I worked with one of mParticle’s clients to test the suite of models on real production-caliber user data, and through testing, I found that dummy variables with some thresholding modifications were the most viable solution to dealing with mParticle’s categorical features (dummying variables tended to increase model accuracy by 5-10 percent across the board), and I also found out that mParticle deals with WAY too much data for any ML infrastructure to be efficient locally. Some high-level results for some of the well-performing models for each task are shown below:

*AUC and F1 score are measures of how precise a model is (how infrequent false positives and false negatives are). A score close to 1 indicates a low false positive and false negative rate (a good model). These are necessary metrics to tune for in these types of cases since about 80 percent of users for this client churn after less than 5 uses, so predicting that everyone churns would yield a reasonable accuracy, but very low F1 and AUC scores.

**Lift% in this instance is a measure of how much more likely to make a purchase a user is than the average user, given that the model predicted they would make a purchase.
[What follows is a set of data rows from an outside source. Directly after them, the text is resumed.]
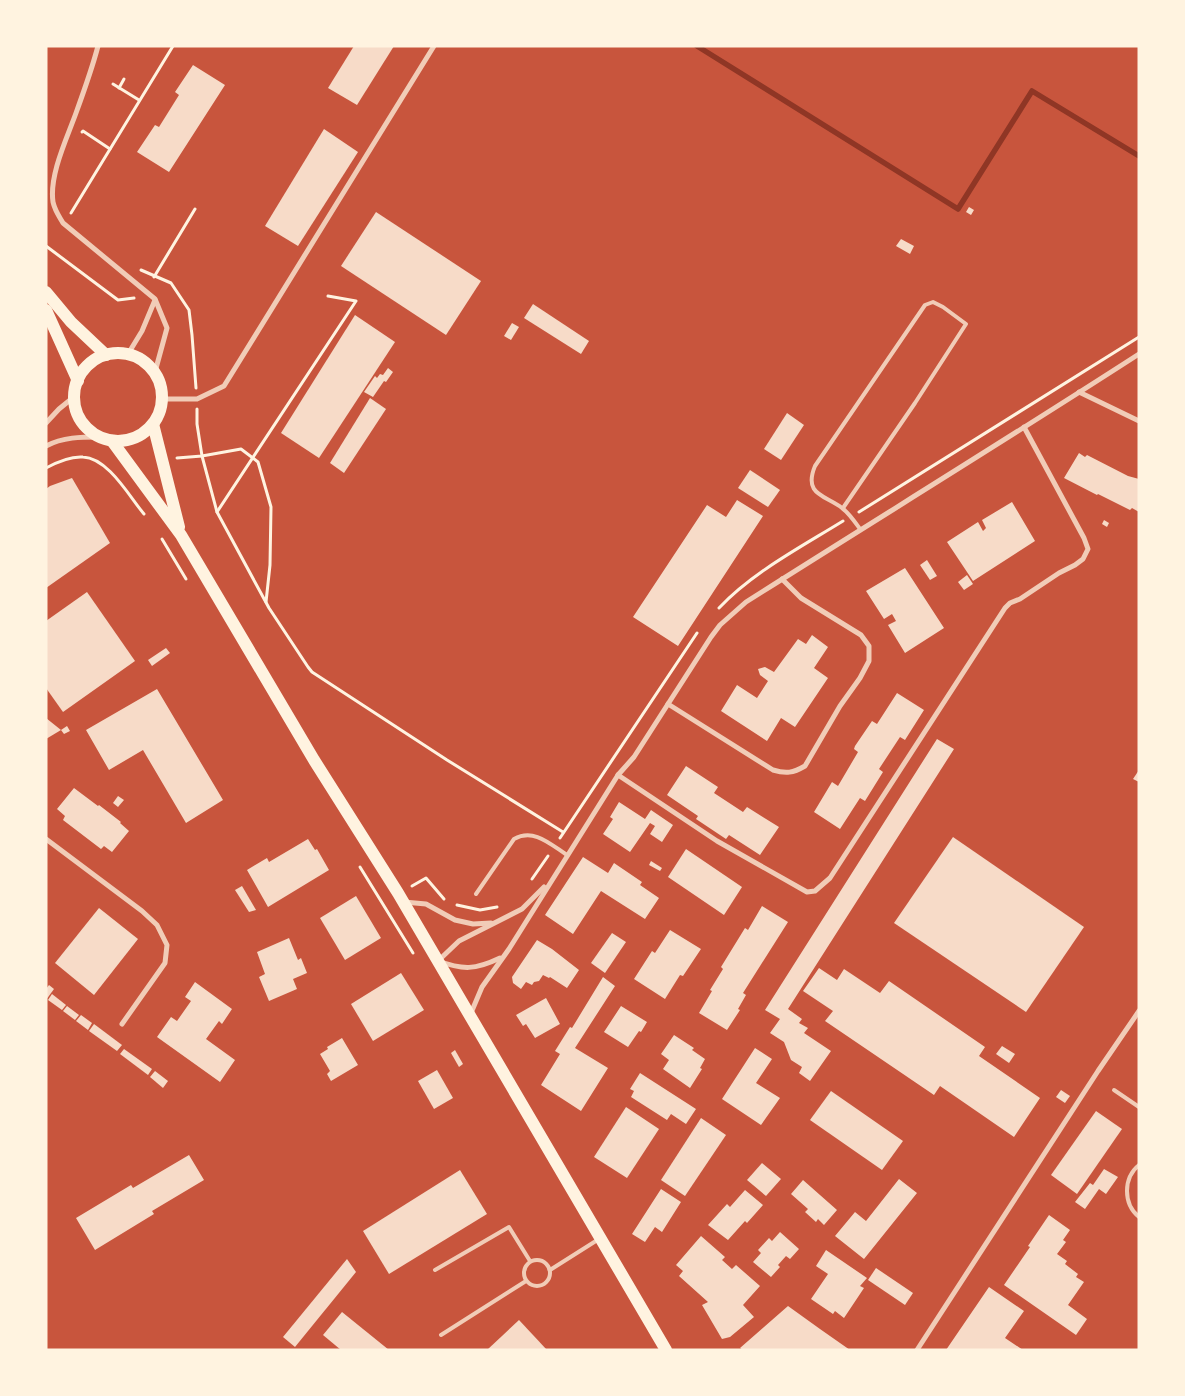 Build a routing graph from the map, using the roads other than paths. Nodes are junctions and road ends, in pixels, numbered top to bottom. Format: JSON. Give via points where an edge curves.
{"nodes":[{"id":1,"x":98,"y":46,"type":"edge"},
{"id":2,"x":434,"y":46,"type":"edge"},
{"id":3,"x":46,"y":292,"type":"edge"},
{"id":4,"x":155,"y":299,"type":"junction"},
{"id":5,"x":46,"y":310,"type":"edge"},
{"id":6,"x":128,"y":354,"type":"junction"},
{"id":7,"x":1139,"y":354,"type":"edge"},
{"id":8,"x":106,"y":355,"type":"junction"},
{"id":9,"x":155,"y":372,"type":"junction"},
{"id":10,"x":78,"y":381,"type":"junction"},
{"id":11,"x":1079,"y":392,"type":"junction"},
{"id":12,"x":75,"y":396,"type":"junction"},
{"id":13,"x":162,"y":399,"type":"junction"},
{"id":14,"x":1139,"y":421,"type":"edge"},
{"id":15,"x":46,"y":423,"type":"edge"},
{"id":16,"x":153,"y":424,"type":"junction"},
{"id":17,"x":1024,"y":427,"type":"junction"},
{"id":18,"x":106,"y":439,"type":"junction"},
{"id":19,"x":46,"y":446,"type":"edge"},
{"id":20,"x":843,"y":508,"type":"junction"},
{"id":21,"x":860,"y":529,"type":"junction"},
{"id":22,"x":181,"y":535,"type":"junction"},
{"id":23,"x":782,"y":579,"type":"junction"},
{"id":24,"x":668,"y":704,"type":"junction"},
{"id":25,"x":618,"y":775,"type":"junction"},
{"id":26,"x":46,"y":839,"type":"edge"},
{"id":27,"x":567,"y":855,"type":"junction"},
{"id":28,"x":552,"y":879,"type":"junction"},
{"id":29,"x":476,"y":894,"type":"dead end"},
{"id":30,"x":400,"y":897,"type":"junction"},
{"id":31,"x":494,"y":923,"type":"junction"},
{"id":32,"x":502,"y":957,"type":"junction"},
{"id":33,"x":438,"y":961,"type":"junction"},
{"id":34,"x":1139,"y":1011,"type":"edge"},
{"id":35,"x":470,"y":1016,"type":"junction"},
{"id":36,"x":1134,"y":1019,"type":"junction"},
{"id":37,"x":122,"y":1024,"type":"dead end"},
{"id":38,"x":1139,"y":1024,"type":"edge"},
{"id":39,"x":1114,"y":1090,"type":"dead end"},
{"id":40,"x":1139,"y":1107,"type":"edge"},
{"id":41,"x":1139,"y":1165,"type":"edge"},
{"id":42,"x":1139,"y":1217,"type":"edge"},
{"id":43,"x":601,"y":1238,"type":"junction"},
{"id":44,"x":530,"y":1262,"type":"junction"},
{"id":45,"x":435,"y":1270,"type":"dead end"},
{"id":46,"x":550,"y":1270,"type":"junction"},
{"id":47,"x":526,"y":1281,"type":"junction"},
{"id":48,"x":441,"y":1335,"type":"dead end"},
{"id":49,"x":666,"y":1350,"type":"edge"},
{"id":50,"x":917,"y":1350,"type":"edge"}],
"edges":[{"from":1,"to":4,"type":"street","via":[[59,161],[53,201],[63,223]]},
{"from":2,"to":13,"type":"street","via":[[224,386],[197,399]]},
{"from":3,"to":8,"type":"main road"},
{"from":4,"to":6,"type":"street"},
{"from":4,"to":9,"type":"street","via":[[167,328]]},
{"from":5,"to":10,"type":"main road"},
{"from":6,"to":8,"type":"main road"},
{"from":6,"to":9,"type":"main road"},
{"from":7,"to":11,"type":"street"},
{"from":8,"to":10,"type":"main road","via":[[94,360]]},
{"from":9,"to":13,"type":"main road","via":[[161,385]]},
{"from":10,"to":12,"type":"main road"},
{"from":11,"to":14,"type":"street"},
{"from":11,"to":17,"type":"street"},
{"from":12,"to":15,"type":"street"},
{"from":12,"to":18,"type":"main road","via":[[81,420],[90,430]]},
{"from":13,"to":16,"type":"main road"},
{"from":16,"to":18,"type":"main road","via":[[128,440]]},
{"from":16,"to":22,"type":"main road"},
{"from":17,"to":21,"type":"street"},
{"from":17,"to":25,"type":"street","via":[[1088,549],[1083,560],[1076,565],[1005,608],[830,878],[815,891],[807,892],[717,841]]},
{"from":18,"to":19,"type":"street","via":[[73,438]]},
{"from":18,"to":22,"type":"main road"},
{"from":20,"to":20,"type":"lane","via":[[820,496],[813,486],[810,476],[814,466],[925,306],[933,302],[966,324]]},
{"from":20,"to":21,"type":"lane"},
{"from":21,"to":23,"type":"street"},
{"from":22,"to":30,"type":"main road","via":[[314,760]]},
{"from":23,"to":24,"type":"street","via":[[746,602],[720,625]]},
{"from":23,"to":24,"type":"street","via":[[801,598],[860,635],[869,646],[869,662],[805,766],[795,772],[773,770]]},
{"from":24,"to":25,"type":"street","via":[[634,757]]},
{"from":25,"to":27,"type":"street"},
{"from":26,"to":37,"type":"street","via":[[142,911],[157,925],[167,946],[164,963]]},
{"from":27,"to":28,"type":"street"},
{"from":27,"to":29,"type":"lane","via":[[533,835],[520,836],[514,839]]},
{"from":28,"to":31,"type":"street","via":[[522,909]]},
{"from":28,"to":32,"type":"street"},
{"from":30,"to":31,"type":"street","via":[[426,904],[455,920],[473,924]]},
{"from":30,"to":33,"type":"main road"},
{"from":31,"to":33,"type":"street","via":[[459,941]]},
{"from":32,"to":33,"type":"street","via":[[472,968]]},
{"from":32,"to":35,"type":"street","via":[[482,987]]},
{"from":33,"to":35,"type":"main road"},
{"from":34,"to":36,"type":"street"},
{"from":35,"to":43,"type":"main road"},
{"from":36,"to":38,"type":"lane"},
{"from":36,"to":50,"type":"street"},
{"from":39,"to":40,"type":"lane"},
{"from":41,"to":42,"type":"lane","via":[[1128,1179],[1126,1191],[1129,1205]]},
{"from":43,"to":46,"type":"lane"},
{"from":43,"to":49,"type":"main road"},
{"from":44,"to":45,"type":"lane","via":[[509,1226]]},
{"from":44,"to":46,"type":"lane","via":[[542,1261]]},
{"from":44,"to":47,"type":"lane","via":[[524,1270]]},
{"from":46,"to":47,"type":"lane","via":[[542,1285],[534,1286]]},
{"from":47,"to":48,"type":"lane"}]} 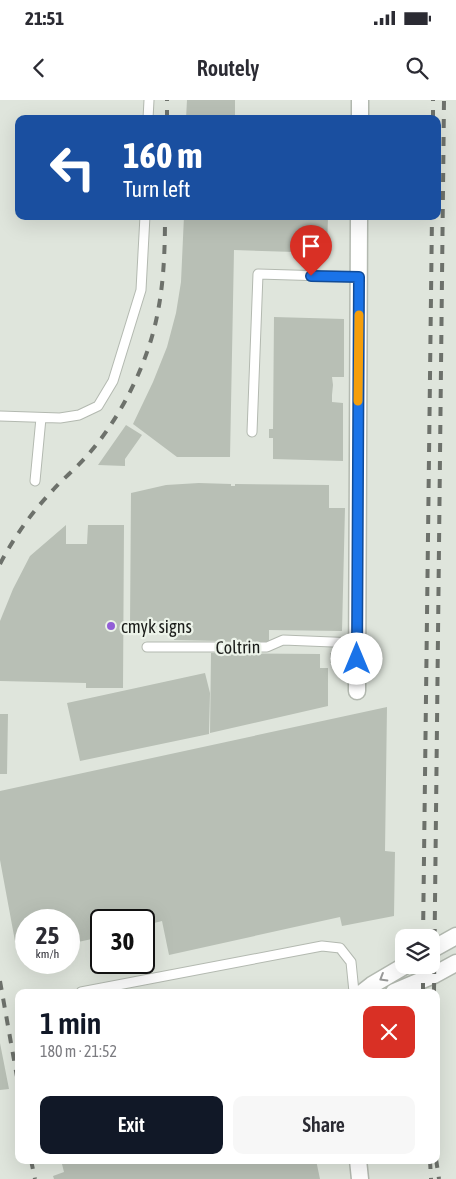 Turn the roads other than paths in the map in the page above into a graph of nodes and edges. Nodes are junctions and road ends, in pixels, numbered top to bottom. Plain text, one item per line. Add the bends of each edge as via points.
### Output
1 (149, 100) edge
2 (360, 100) edge
3 (148, 115) edge
4 (360, 115) edge
5 (145, 220) edge
6 (359, 220) edge
7 (359, 277) junction
8 (0, 416) edge
9 (41, 418) junction
10 (252, 432) dead end
11 (35, 481) dead end
12 (357, 643) junction
13 (148, 647) dead end
14 (357, 691) dead end
15 (456, 936) edge
16 (440, 945) edge
17 (456, 963) edge
18 (395, 971) edge
19 (97, 989) edge
20 (354, 989) edge
21 (367, 989) edge
22 (401, 989) edge
23 (358, 1164) edge
24 (360, 1179) edge

1 - 3 lane
2 - 4 street
5 - 9 lane via 141,290 113,381 98,406 80,415
6 - 7 street
7 - 10 lane via 258,274
7 - 12 street
8 - 9 lane
9 - 11 lane
12 - 13 lane, Coltrin via 283,640 267,647
12 - 14 street
15 - 16 street
17 - 22 street
18 -> 21 street
19 - 20 lane via 322,946 340,948 351,962
23 - 24 street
So Machine Learning works! We see that ML predictions are fairly accurate and have very few false positives/negatives, even for imbalanced problems such as these. They also vastly outperform rule-based benchmarks in all major metrics. Now we just need to deliver these predictions to clients in an automated way.

Production

Now that we have established a set of features that seem to predict user behavior well on real data, how can we roll machine learning out as a product to clients in a scalable, efficient, and automated way? Our first step is designing a workflow that can answer these three main questions:

How do we deal with preprocessing enormous amounts of raw data into our desired features?

Some of mParticle’s clients store on the order of millions (or even billions) of rows of event data in their warehouses. Being able to wrangle and manipulate this amount of data efficiently through an external ML pipeline would require a massive amount of resources: countless servers to run the whole workflow on clusters, external storage for each client’s feature data, and a lossless pipeline to extract the data from warehouse, run distributed ML, and feed the results back into the warehouse. If only we could leverage a tool that was capable of storing and manipulating large amounts of data… How about the data warehouse itself!? We can just process the data and run the model within the warehouse, giving us the perfect set of tools to deal with the volume and format of the data. This tool is built to run in Snowflake warehouses specifically, but can easily be extended to other warehouses with minimal code modification.

What kinds of models can we efficiently implement and run on such a large amount of data?

Now that we have decided to run our machine learning tool in-warehouse, we have some limitations on types of models we can implement and run efficiently. Since we are restricted to SQL to run tabular operations on our data, things like matrix multiplication are out of the question. Ensemble models such as random forest and boosting methods would be too computationally expensive. Also, nonparametric models (models that predict directly from data rather than learning prediction parameters) would be difficult to run and exponentially more expensive to train because of the amount of new data that arrives every day. This leaves us with basic parametric models like Naive Bayes and Decision Trees. Naive Bayes is easy to implement in SQL using UDFs, it trains faster than decision trees on tabular data, and we can store the parameters in a small table for fast inference, whereas with Decision Trees we would need to store all the nodes of the tree, which is very expensive when dealing with high-dimensional data. Although Naive Bayes was not one of the main models explored through my research, the fact that all of the models we tested achieved high performance indicated that the prediction problem itself generalized quite well to many model classes, so we would expect Naive Bayes to achieve relatively high performance as well. Naive Bayes is also well known for being effective on practical data sets.

How do we incorporate new data into our existing features and model?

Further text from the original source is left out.